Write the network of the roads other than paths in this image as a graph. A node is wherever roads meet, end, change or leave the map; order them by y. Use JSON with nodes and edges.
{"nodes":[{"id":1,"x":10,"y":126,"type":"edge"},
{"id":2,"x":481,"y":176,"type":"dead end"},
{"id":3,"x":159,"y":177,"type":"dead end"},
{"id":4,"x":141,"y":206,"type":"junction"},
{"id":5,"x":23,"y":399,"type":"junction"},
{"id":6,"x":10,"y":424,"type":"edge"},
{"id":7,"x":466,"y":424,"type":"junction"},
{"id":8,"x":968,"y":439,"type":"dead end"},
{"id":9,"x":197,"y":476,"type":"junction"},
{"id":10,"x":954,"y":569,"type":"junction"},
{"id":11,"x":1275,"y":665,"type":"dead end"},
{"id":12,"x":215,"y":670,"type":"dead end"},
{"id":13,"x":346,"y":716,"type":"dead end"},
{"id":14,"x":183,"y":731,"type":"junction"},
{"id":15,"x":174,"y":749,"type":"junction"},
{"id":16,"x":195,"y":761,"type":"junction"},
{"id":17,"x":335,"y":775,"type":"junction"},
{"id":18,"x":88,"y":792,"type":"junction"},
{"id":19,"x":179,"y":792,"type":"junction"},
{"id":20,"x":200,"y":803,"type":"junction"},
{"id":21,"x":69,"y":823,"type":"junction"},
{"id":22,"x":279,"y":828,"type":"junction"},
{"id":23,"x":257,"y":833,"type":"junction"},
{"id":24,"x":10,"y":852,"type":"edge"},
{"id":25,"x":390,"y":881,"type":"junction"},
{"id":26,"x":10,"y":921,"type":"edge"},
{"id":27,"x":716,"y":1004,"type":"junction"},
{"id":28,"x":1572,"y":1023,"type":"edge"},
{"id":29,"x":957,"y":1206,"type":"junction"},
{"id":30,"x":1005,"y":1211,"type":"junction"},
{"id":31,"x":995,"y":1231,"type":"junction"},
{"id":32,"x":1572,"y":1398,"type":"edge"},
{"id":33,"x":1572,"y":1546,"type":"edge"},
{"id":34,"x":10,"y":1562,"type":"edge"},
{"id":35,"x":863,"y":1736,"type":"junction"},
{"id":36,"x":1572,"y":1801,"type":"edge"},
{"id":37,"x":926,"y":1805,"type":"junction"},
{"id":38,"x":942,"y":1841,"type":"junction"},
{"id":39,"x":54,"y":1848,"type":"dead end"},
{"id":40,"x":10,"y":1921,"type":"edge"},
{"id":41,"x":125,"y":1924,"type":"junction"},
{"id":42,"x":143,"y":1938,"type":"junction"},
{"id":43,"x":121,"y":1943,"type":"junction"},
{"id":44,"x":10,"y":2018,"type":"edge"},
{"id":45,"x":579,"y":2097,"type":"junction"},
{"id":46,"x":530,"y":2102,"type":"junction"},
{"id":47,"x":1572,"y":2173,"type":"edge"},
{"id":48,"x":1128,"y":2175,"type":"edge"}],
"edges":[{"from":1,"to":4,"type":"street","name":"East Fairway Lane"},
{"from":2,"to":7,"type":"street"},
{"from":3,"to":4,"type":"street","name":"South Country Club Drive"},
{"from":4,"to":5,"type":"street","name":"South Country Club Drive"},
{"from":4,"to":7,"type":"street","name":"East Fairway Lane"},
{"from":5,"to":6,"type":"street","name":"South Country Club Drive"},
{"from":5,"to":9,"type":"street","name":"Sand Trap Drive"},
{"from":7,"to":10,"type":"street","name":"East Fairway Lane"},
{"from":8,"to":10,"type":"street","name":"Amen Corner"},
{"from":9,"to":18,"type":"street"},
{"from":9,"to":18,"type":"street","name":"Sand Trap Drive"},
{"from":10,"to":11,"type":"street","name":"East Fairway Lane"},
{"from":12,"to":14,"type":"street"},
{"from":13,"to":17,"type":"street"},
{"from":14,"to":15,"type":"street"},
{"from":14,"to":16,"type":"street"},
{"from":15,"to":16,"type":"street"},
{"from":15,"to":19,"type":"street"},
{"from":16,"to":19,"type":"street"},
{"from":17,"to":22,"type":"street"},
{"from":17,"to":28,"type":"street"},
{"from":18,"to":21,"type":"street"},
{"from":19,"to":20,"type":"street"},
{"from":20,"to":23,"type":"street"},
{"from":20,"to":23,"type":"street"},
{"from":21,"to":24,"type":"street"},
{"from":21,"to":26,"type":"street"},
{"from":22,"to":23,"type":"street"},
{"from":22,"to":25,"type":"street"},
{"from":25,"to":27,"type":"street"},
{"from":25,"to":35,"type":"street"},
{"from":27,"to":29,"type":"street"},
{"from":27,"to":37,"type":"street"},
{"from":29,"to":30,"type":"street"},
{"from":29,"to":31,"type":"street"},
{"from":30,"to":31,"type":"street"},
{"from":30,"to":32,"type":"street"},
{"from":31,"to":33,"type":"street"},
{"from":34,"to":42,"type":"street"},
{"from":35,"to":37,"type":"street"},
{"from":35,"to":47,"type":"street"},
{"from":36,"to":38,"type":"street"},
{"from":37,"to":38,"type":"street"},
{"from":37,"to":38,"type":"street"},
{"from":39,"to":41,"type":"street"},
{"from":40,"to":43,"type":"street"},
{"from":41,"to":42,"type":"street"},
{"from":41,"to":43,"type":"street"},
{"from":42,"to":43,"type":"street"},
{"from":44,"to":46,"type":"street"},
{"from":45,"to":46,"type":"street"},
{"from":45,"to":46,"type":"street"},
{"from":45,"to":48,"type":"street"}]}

- Work required
Restate each line of the records above without any deviation.

- Output
Write the network of the roads other than paths in this image as a graph. A node is wherever roads meet, end, change or leave the map; order them by y. Use JSON with nodes and edges.
{"nodes":[{"id":1,"x":10,"y":126,"type":"edge"},
{"id":2,"x":481,"y":176,"type":"dead end"},
{"id":3,"x":159,"y":177,"type":"dead end"},
{"id":4,"x":141,"y":206,"type":"junction"},
{"id":5,"x":23,"y":399,"type":"junction"},
{"id":6,"x":10,"y":424,"type":"edge"},
{"id":7,"x":466,"y":424,"type":"junction"},
{"id":8,"x":968,"y":439,"type":"dead end"},
{"id":9,"x":197,"y":476,"type":"junction"},
{"id":10,"x":954,"y":569,"type":"junction"},
{"id":11,"x":1275,"y":665,"type":"dead end"},
{"id":12,"x":215,"y":670,"type":"dead end"},
{"id":13,"x":346,"y":716,"type":"dead end"},
{"id":14,"x":183,"y":731,"type":"junction"},
{"id":15,"x":174,"y":749,"type":"junction"},
{"id":16,"x":195,"y":761,"type":"junction"},
{"id":17,"x":335,"y":775,"type":"junction"},
{"id":18,"x":88,"y":792,"type":"junction"},
{"id":19,"x":179,"y":792,"type":"junction"},
{"id":20,"x":200,"y":803,"type":"junction"},
{"id":21,"x":69,"y":823,"type":"junction"},
{"id":22,"x":279,"y":828,"type":"junction"},
{"id":23,"x":257,"y":833,"type":"junction"},
{"id":24,"x":10,"y":852,"type":"edge"},
{"id":25,"x":390,"y":881,"type":"junction"},
{"id":26,"x":10,"y":921,"type":"edge"},
{"id":27,"x":716,"y":1004,"type":"junction"},
{"id":28,"x":1572,"y":1023,"type":"edge"},
{"id":29,"x":957,"y":1206,"type":"junction"},
{"id":30,"x":1005,"y":1211,"type":"junction"},
{"id":31,"x":995,"y":1231,"type":"junction"},
{"id":32,"x":1572,"y":1398,"type":"edge"},
{"id":33,"x":1572,"y":1546,"type":"edge"},
{"id":34,"x":10,"y":1562,"type":"edge"},
{"id":35,"x":863,"y":1736,"type":"junction"},
{"id":36,"x":1572,"y":1801,"type":"edge"},
{"id":37,"x":926,"y":1805,"type":"junction"},
{"id":38,"x":942,"y":1841,"type":"junction"},
{"id":39,"x":54,"y":1848,"type":"dead end"},
{"id":40,"x":10,"y":1921,"type":"edge"},
{"id":41,"x":125,"y":1924,"type":"junction"},
{"id":42,"x":143,"y":1938,"type":"junction"},
{"id":43,"x":121,"y":1943,"type":"junction"},
{"id":44,"x":10,"y":2018,"type":"edge"},
{"id":45,"x":579,"y":2097,"type":"junction"},
{"id":46,"x":530,"y":2102,"type":"junction"},
{"id":47,"x":1572,"y":2173,"type":"edge"},
{"id":48,"x":1128,"y":2175,"type":"edge"}],
"edges":[{"from":1,"to":4,"type":"street","name":"East Fairway Lane"},
{"from":2,"to":7,"type":"street"},
{"from":3,"to":4,"type":"street","name":"South Country Club Drive"},
{"from":4,"to":5,"type":"street","name":"South Country Club Drive"},
{"from":4,"to":7,"type":"street","name":"East Fairway Lane"},
{"from":5,"to":6,"type":"street","name":"South Country Club Drive"},
{"from":5,"to":9,"type":"street","name":"Sand Trap Drive"},
{"from":7,"to":10,"type":"street","name":"East Fairway Lane"},
{"from":8,"to":10,"type":"street","name":"Amen Corner"},
{"from":9,"to":18,"type":"street"},
{"from":9,"to":18,"type":"street","name":"Sand Trap Drive"},
{"from":10,"to":11,"type":"street","name":"East Fairway Lane"},
{"from":12,"to":14,"type":"street"},
{"from":13,"to":17,"type":"street"},
{"from":14,"to":15,"type":"street"},
{"from":14,"to":16,"type":"street"},
{"from":15,"to":16,"type":"street"},
{"from":15,"to":19,"type":"street"},
{"from":16,"to":19,"type":"street"},
{"from":17,"to":22,"type":"street"},
{"from":17,"to":28,"type":"street"},
{"from":18,"to":21,"type":"street"},
{"from":19,"to":20,"type":"street"},
{"from":20,"to":23,"type":"street"},
{"from":20,"to":23,"type":"street"},
{"from":21,"to":24,"type":"street"},
{"from":21,"to":26,"type":"street"},
{"from":22,"to":23,"type":"street"},
{"from":22,"to":25,"type":"street"},
{"from":25,"to":27,"type":"street"},
{"from":25,"to":35,"type":"street"},
{"from":27,"to":29,"type":"street"},
{"from":27,"to":37,"type":"street"},
{"from":29,"to":30,"type":"street"},
{"from":29,"to":31,"type":"street"},
{"from":30,"to":31,"type":"street"},
{"from":30,"to":32,"type":"street"},
{"from":31,"to":33,"type":"street"},
{"from":34,"to":42,"type":"street"},
{"from":35,"to":37,"type":"street"},
{"from":35,"to":47,"type":"street"},
{"from":36,"to":38,"type":"street"},
{"from":37,"to":38,"type":"street"},
{"from":37,"to":38,"type":"street"},
{"from":39,"to":41,"type":"street"},
{"from":40,"to":43,"type":"street"},
{"from":41,"to":42,"type":"street"},
{"from":41,"to":43,"type":"street"},
{"from":42,"to":43,"type":"street"},
{"from":44,"to":46,"type":"street"},
{"from":45,"to":46,"type":"street"},
{"from":45,"to":46,"type":"street"},
{"from":45,"to":48,"type":"street"}]}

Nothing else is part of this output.